Вот и у нее было такое же ощущение от встречи с Михаем – чего-то тревожного, авантюрного, непонятного и неопределенного, скользкого и неуловимого. Вот хотя бы взять эту их встречу: он задержался в Москве, чтобы повидаться с ней, несколько часов пересадки на рейсе из Шанхая в Париж. Она попыталась спросить у него что он делала в Шанхае – в ответ улыбка, отведенный в сторону взгляд и уклончивое «были делишки кое-какие». «Где вы живете сейчас с Паулой?» – «Да то там, то здесь, мы ж цыгане, Туся, наш дом – дорога, наш друг – гитара». «Ты работаешь? Чем зарабатываешь на жизнь?» – «О, сестричка, в этом мире деньги валяются под ногами, только успевай поднимать!».

Наташа, человек тактичный и неглупый, поняла, что ответов на свои прямые вопросы она не получит и не стоит напрягать лишними вопросами атмосферу их редкой встречи. И дальше старалась аккуратно строить свое общение с братом, задавая безопасные вопросы про здоровье, погоду и так далее. Но каждое общение с ним оставляло у нее в душе какое-то томление, какой-то осадок, вроде железного привкуса на языке. Вроде и ничего особенного, но что-то точно не так.

Михай был хорошо одет, даже, кажется, дорого. Дорогие часы, обувь, сумка от приличного европейского бренда. При этом явно нервничал, то и дело, не понимая, что Наташа это видит, стриг, ощупывал глазами пространство вокруг себя. Когда Наташа отлучилась в туалет, возвращаясь, она увидела, как Михай взял со стола оставленную ею «Нокию», осмотрел ее и отключил. Она смотрела на это все из-за колонны и пыталась отгадать что бы все это значило. Весь их разговор его телефон разрывался смс-ками, на которые он, извиняясь перед Наташей, каждый раз отвечал. Шпион? Тайный агент? Невозможно определить по поведению что он и кто он, что за такая странная и нервная у него жизнь. Послал же Господь родню!
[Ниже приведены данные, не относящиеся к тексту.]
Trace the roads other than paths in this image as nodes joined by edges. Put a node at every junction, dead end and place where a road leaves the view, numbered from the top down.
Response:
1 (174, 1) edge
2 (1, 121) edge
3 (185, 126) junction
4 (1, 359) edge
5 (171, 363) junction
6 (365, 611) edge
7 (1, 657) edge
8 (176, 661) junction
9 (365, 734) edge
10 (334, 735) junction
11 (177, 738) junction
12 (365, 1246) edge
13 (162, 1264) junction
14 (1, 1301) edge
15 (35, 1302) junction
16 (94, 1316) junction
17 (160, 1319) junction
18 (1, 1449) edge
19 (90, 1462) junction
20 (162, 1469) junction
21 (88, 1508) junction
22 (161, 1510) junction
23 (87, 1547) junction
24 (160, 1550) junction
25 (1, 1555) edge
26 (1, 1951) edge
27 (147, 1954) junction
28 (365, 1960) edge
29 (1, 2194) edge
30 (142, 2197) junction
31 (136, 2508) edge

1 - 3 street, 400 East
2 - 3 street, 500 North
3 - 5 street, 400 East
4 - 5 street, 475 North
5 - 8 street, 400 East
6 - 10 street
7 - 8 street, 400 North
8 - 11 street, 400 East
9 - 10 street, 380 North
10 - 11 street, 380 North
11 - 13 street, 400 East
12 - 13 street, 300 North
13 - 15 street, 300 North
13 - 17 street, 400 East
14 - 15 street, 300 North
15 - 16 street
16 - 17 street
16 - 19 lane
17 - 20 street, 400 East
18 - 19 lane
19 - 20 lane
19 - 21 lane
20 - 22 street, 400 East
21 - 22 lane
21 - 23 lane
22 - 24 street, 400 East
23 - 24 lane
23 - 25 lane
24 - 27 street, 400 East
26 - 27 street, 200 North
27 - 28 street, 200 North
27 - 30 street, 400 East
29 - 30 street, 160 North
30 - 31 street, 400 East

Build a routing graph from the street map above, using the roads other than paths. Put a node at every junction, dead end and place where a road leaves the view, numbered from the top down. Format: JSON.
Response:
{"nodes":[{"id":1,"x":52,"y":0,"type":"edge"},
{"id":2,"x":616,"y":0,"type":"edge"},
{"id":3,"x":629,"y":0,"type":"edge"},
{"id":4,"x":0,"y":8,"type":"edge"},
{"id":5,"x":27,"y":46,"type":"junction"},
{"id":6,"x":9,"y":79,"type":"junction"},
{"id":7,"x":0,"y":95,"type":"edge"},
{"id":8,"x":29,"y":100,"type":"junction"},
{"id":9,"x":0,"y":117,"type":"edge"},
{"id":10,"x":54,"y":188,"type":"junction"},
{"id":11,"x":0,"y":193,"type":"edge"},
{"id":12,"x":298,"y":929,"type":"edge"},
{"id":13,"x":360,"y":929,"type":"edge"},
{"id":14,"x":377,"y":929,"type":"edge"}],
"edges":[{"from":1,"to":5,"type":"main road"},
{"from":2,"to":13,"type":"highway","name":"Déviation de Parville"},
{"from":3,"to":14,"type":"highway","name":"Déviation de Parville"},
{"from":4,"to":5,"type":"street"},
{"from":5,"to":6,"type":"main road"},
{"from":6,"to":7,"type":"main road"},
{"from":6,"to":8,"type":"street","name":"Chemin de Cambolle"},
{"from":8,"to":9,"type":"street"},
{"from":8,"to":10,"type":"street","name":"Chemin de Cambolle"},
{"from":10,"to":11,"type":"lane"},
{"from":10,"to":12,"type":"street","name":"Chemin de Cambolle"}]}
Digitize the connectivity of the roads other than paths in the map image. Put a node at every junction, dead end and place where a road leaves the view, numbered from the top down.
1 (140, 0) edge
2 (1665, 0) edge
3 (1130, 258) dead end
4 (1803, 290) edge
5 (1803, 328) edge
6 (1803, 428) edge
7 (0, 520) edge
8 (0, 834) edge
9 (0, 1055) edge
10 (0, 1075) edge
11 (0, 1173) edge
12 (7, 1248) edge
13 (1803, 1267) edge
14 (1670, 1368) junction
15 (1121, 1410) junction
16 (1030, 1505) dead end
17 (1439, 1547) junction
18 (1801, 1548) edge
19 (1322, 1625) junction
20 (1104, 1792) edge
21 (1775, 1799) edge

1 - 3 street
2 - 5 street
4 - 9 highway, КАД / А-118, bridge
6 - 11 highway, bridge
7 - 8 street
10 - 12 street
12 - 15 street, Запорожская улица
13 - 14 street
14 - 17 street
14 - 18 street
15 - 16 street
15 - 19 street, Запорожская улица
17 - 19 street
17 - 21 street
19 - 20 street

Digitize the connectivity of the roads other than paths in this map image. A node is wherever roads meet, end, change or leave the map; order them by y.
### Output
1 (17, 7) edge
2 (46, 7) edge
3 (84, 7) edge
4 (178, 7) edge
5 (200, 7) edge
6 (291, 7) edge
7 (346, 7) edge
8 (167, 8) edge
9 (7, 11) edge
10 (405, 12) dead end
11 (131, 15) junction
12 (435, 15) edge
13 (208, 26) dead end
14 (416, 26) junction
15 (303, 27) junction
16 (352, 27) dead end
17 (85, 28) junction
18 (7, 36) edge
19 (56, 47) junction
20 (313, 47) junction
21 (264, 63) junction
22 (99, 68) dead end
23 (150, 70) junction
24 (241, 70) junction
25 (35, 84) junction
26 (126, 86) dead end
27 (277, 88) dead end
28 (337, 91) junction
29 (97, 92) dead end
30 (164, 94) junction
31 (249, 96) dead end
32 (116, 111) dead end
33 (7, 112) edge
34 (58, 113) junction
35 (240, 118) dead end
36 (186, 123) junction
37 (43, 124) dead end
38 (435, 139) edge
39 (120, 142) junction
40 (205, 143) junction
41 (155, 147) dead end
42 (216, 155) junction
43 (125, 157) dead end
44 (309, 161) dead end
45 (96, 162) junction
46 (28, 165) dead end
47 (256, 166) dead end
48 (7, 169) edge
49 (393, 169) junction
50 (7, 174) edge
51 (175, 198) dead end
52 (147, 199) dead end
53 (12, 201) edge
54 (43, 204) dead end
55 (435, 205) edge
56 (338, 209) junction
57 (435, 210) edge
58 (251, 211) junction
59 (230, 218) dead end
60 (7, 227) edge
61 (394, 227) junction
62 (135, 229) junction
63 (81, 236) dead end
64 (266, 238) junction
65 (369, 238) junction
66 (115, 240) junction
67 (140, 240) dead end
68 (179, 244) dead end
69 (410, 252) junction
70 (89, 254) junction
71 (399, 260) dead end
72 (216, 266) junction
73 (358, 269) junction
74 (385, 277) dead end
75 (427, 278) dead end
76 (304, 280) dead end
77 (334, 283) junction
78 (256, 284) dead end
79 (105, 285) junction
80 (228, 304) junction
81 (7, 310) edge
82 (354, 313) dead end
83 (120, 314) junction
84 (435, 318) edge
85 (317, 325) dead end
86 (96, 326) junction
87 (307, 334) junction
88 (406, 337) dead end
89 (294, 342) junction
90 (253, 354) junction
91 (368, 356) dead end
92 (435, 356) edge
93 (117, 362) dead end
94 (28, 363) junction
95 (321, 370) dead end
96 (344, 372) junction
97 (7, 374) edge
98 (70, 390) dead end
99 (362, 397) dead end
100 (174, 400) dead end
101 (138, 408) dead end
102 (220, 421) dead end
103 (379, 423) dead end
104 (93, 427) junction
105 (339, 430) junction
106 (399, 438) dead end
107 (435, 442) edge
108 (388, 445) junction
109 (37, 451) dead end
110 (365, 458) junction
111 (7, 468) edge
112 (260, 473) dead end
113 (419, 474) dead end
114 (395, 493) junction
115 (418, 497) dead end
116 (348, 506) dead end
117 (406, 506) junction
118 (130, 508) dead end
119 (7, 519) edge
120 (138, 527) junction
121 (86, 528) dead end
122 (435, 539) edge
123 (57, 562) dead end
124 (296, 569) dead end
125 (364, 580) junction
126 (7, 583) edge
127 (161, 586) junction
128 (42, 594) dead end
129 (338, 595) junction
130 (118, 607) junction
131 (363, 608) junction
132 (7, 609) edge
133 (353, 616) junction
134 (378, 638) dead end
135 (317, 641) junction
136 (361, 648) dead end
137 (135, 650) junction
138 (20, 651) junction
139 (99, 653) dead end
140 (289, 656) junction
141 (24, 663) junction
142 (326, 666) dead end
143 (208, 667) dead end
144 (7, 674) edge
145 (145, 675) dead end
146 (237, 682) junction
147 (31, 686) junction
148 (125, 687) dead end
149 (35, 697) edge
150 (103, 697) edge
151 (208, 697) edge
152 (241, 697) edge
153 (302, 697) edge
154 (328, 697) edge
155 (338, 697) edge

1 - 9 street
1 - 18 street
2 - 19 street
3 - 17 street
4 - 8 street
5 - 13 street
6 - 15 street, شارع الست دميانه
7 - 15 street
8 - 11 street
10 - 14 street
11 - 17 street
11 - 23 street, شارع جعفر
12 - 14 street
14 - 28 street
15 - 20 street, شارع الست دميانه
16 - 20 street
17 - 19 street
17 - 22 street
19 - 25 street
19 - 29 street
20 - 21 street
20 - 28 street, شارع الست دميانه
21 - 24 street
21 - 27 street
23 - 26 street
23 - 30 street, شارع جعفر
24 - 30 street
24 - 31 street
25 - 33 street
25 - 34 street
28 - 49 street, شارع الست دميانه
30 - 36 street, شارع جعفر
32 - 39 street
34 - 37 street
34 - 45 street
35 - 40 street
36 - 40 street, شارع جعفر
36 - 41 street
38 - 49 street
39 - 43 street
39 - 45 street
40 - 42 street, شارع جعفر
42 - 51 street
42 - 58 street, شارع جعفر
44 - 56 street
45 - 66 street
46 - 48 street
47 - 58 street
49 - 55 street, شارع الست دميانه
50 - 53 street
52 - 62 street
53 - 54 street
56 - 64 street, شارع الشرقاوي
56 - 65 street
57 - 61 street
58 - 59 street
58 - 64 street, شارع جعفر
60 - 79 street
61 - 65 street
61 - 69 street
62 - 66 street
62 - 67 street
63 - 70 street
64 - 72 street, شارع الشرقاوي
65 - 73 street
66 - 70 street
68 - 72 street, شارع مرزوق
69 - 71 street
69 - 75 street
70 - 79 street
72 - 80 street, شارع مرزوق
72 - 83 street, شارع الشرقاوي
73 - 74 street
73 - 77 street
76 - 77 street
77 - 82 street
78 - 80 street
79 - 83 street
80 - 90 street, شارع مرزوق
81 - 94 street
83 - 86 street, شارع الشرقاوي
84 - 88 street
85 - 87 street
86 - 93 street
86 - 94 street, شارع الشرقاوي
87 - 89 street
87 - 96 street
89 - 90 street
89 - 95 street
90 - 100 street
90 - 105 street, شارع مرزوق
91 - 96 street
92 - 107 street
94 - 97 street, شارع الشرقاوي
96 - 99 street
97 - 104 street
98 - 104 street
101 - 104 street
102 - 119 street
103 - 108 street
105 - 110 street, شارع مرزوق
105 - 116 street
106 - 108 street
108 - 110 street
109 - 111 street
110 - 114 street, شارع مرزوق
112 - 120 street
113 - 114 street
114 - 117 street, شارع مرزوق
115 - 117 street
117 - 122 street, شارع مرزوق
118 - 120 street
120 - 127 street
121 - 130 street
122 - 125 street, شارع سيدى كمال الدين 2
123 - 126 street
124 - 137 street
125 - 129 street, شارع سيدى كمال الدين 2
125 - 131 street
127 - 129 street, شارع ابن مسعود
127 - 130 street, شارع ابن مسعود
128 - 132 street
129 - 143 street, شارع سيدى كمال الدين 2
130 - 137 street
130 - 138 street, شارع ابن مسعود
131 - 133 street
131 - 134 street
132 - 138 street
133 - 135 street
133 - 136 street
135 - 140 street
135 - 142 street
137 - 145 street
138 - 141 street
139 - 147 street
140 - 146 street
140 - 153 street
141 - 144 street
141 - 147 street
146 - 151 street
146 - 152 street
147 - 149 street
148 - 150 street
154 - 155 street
Вот так и в этот раз. Телефонный звонок и нервы зазвенели натянутыми струнами.

– Еще пораньше не мог позвонить? 7 утра субботы – прям совсем вежливое время для звонка, – съязвила Наташа.

– Ой, сестренка, прости! – взмолился голос в трубке. – Все время забываю про эту разницу во времени, fucking shit!

Ишь ты, fucking shit, прямо европеец. Ладно, чего злиться, проснулась уже. Если совсем невмоготу будет – днем досплю, всё равно планы на день самые неопределенные. Очень хотелось бы погулять с Русланом по Парку Горького, они уже три раза эту прогулку переносили, но тут, к сожалению, не ей решать. Руслан последнее время как кусок мокрого мыла: вроде и рядом, а не ухватишь.